'''

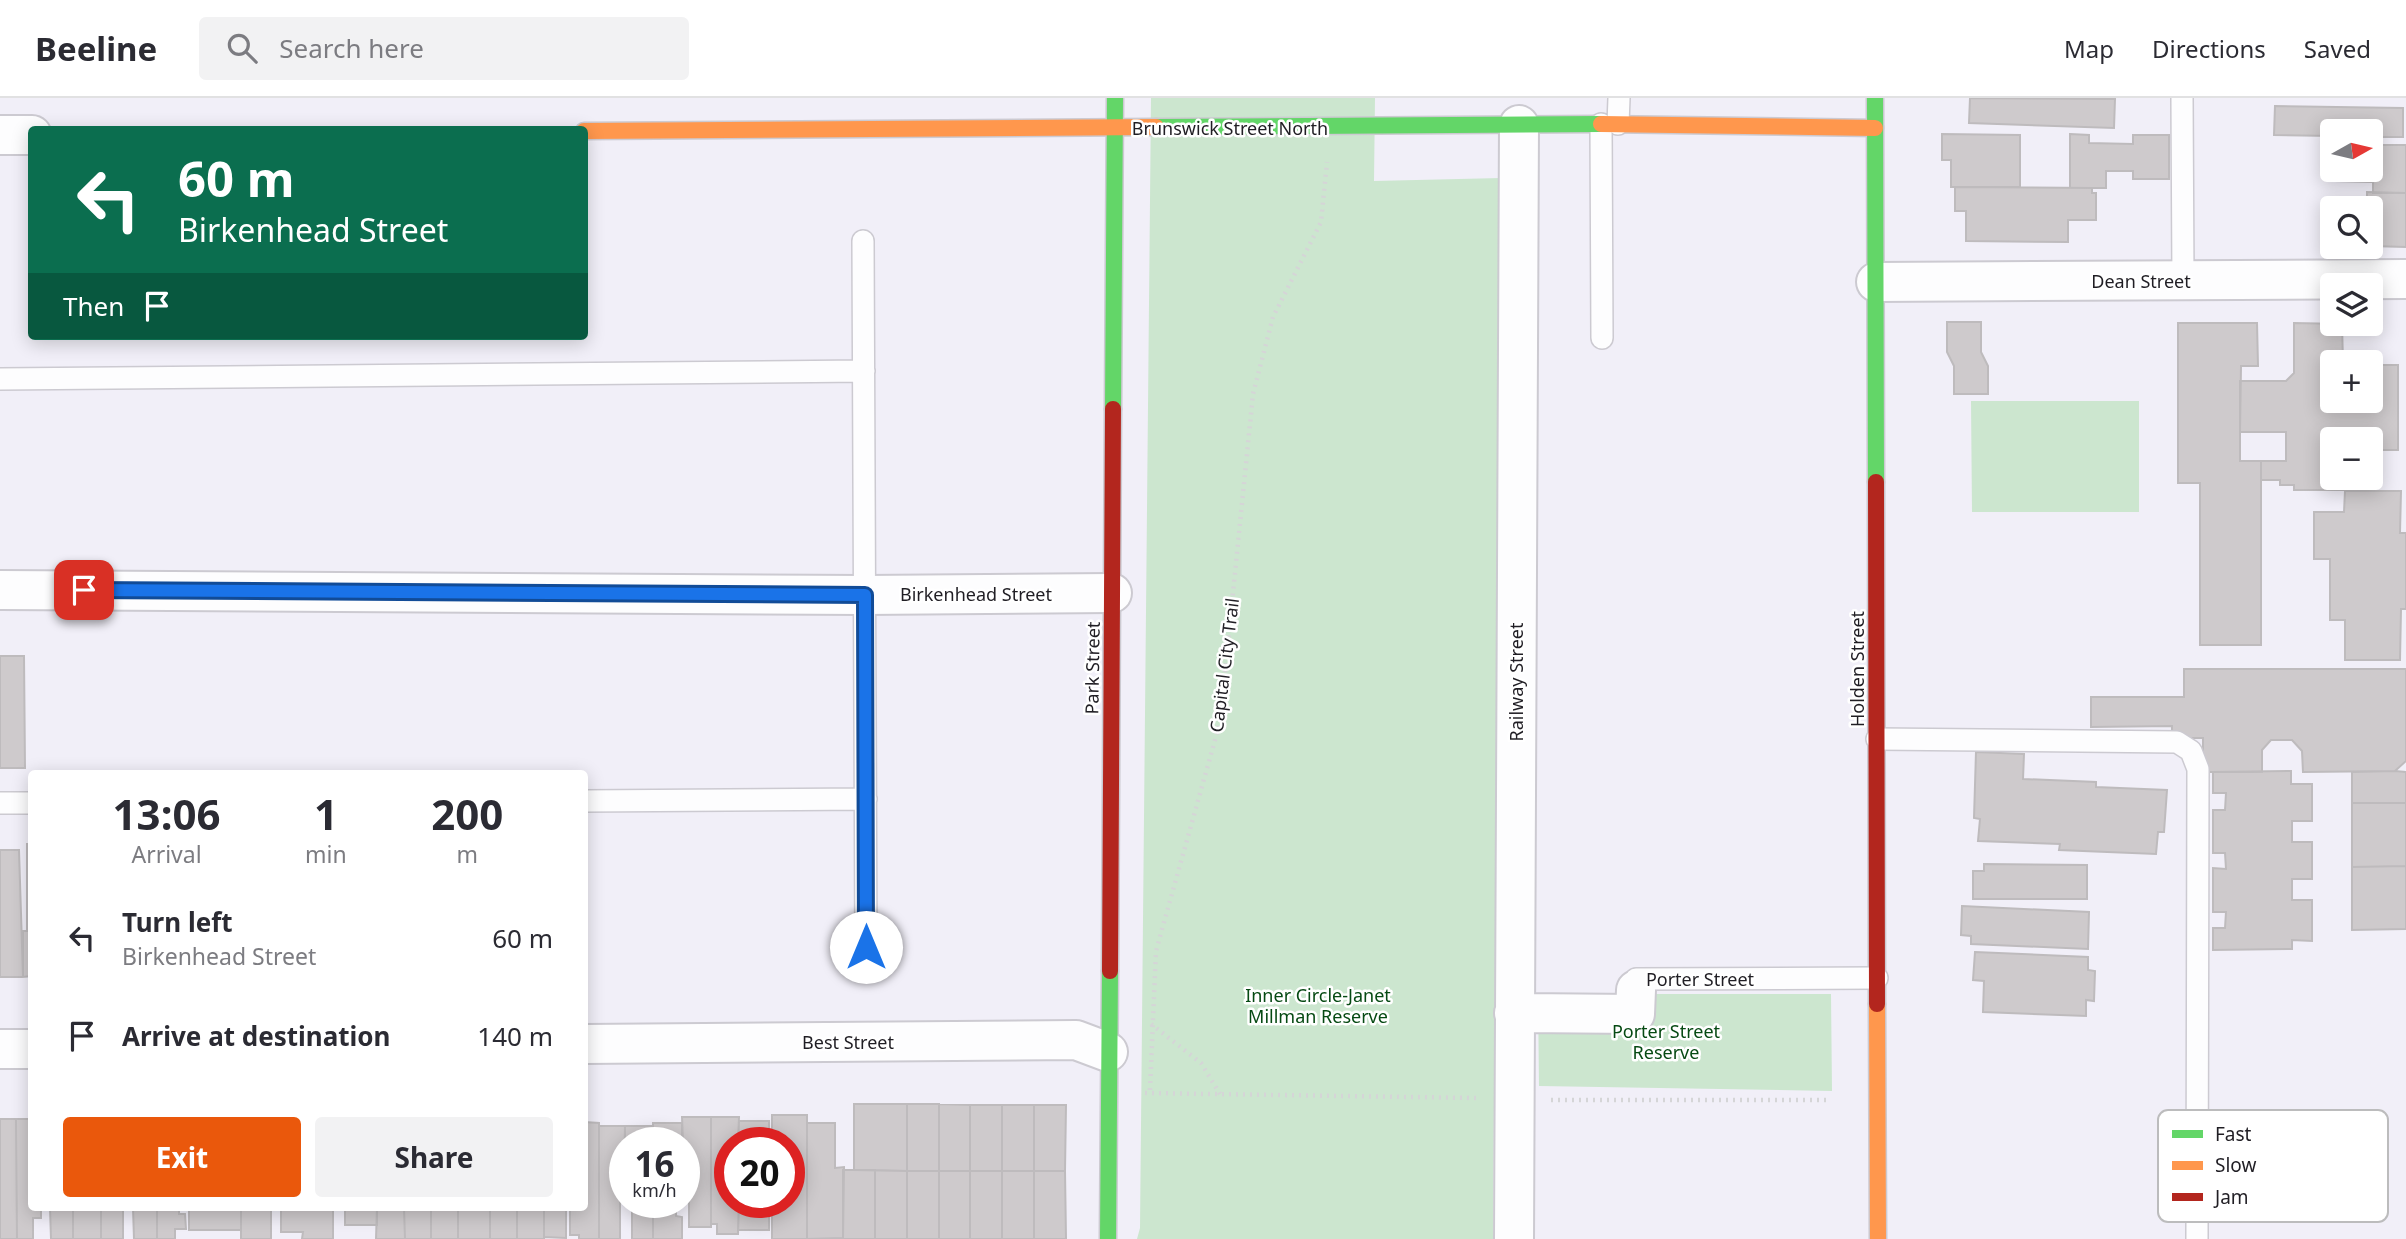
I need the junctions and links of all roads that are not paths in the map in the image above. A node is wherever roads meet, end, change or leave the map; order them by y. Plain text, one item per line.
1 (1115, 98) edge
2 (1619, 98) edge
3 (1875, 98) edge
4 (2182, 98) edge
5 (1610, 124) junction
6 (1519, 125) junction
7 (1115, 128) junction
8 (1875, 128) junction
9 (588, 131) edge
10 (0, 135) edge
11 (28, 135) edge
12 (863, 241) dead end
13 (2406, 279) edge
14 (2183, 281) junction
15 (1876, 282) junction
16 (1602, 338) dead end
17 (864, 371) junction
18 (0, 379) edge
19 (0, 590) edge
20 (1112, 593) junction
21 (865, 595) junction
22 (1877, 739) junction
23 (866, 799) junction
24 (588, 801) edge
25 (0, 803) edge
26 (28, 803) edge
27 (866, 947) dead end
28 (1877, 978) junction
29 (1636, 990) joint
30 (1514, 1013) junction
31 (588, 1044) edge
32 (0, 1049) edge
33 (28, 1049) edge
34 (1108, 1052) junction
35 (2197, 1110) edge
36 (1108, 1239) edge
37 (1514, 1239) edge
38 (1878, 1239) edge

1 - 7 street, Park Street
2 - 5 lane
3 - 8 street, Holden Street
4 - 14 lane
5 - 6 street, Brunswick Street North
5 - 8 street, Brunswick Street North
5 - 16 lane
6 - 7 street, Brunswick Street North
6 - 30 street, Railway Street
7 - 9 street, Brunswick Street North
7 - 20 street, Park Street
8 - 15 street, Holden Street
10 - 11 street
12 - 17 lane
13 - 14 street, Dean Street
14 - 15 street, Dean Street
15 - 22 street, Holden Street
17 - 18 lane
17 - 21 lane
19 - 21 street, Birkenhead Street
20 - 21 street, Birkenhead Street
20 - 34 street, Park Street
21 - 23 lane
22 - 28 street, Holden Street
22 - 35 lane
23 - 24 lane
23 - 27 lane
25 - 26 lane
28 - 29 lane, Porter Street
28 - 38 street, Holden Street
29 - 30 street, Porter Street
30 - 37 street, Railway Street
31 - 34 street, Best Street
32 - 33 street
34 - 36 street, Park Street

'''

= REQUIREMENT =
The reply should hold every line of the records unchanged and no pictures.

= WRITTEN ANSWER =
I need the junctions and links of all roads that are not paths in the map in the image above. A node is wherever roads meet, end, change or leave the map; order them by y. Plain text, one item per line.
1 (1115, 98) edge
2 (1619, 98) edge
3 (1875, 98) edge
4 (2182, 98) edge
5 (1610, 124) junction
6 (1519, 125) junction
7 (1115, 128) junction
8 (1875, 128) junction
9 (588, 131) edge
10 (0, 135) edge
11 (28, 135) edge
12 (863, 241) dead end
13 (2406, 279) edge
14 (2183, 281) junction
15 (1876, 282) junction
16 (1602, 338) dead end
17 (864, 371) junction
18 (0, 379) edge
19 (0, 590) edge
20 (1112, 593) junction
21 (865, 595) junction
22 (1877, 739) junction
23 (866, 799) junction
24 (588, 801) edge
25 (0, 803) edge
26 (28, 803) edge
27 (866, 947) dead end
28 (1877, 978) junction
29 (1636, 990) joint
30 (1514, 1013) junction
31 (588, 1044) edge
32 (0, 1049) edge
33 (28, 1049) edge
34 (1108, 1052) junction
35 (2197, 1110) edge
36 (1108, 1239) edge
37 (1514, 1239) edge
38 (1878, 1239) edge

1 - 7 street, Park Street
2 - 5 lane
3 - 8 street, Holden Street
4 - 14 lane
5 - 6 street, Brunswick Street North
5 - 8 street, Brunswick Street North
5 - 16 lane
6 - 7 street, Brunswick Street North
6 - 30 street, Railway Street
7 - 9 street, Brunswick Street North
7 - 20 street, Park Street
8 - 15 street, Holden Street
10 - 11 street
12 - 17 lane
13 - 14 street, Dean Street
14 - 15 street, Dean Street
15 - 22 street, Holden Street
17 - 18 lane
17 - 21 lane
19 - 21 street, Birkenhead Street
20 - 21 street, Birkenhead Street
20 - 34 street, Park Street
21 - 23 lane
22 - 28 street, Holden Street
22 - 35 lane
23 - 24 lane
23 - 27 lane
25 - 26 lane
28 - 29 lane, Porter Street
28 - 38 street, Holden Street
29 - 30 street, Porter Street
30 - 37 street, Railway Street
31 - 34 street, Best Street
32 - 33 street
34 - 36 street, Park Street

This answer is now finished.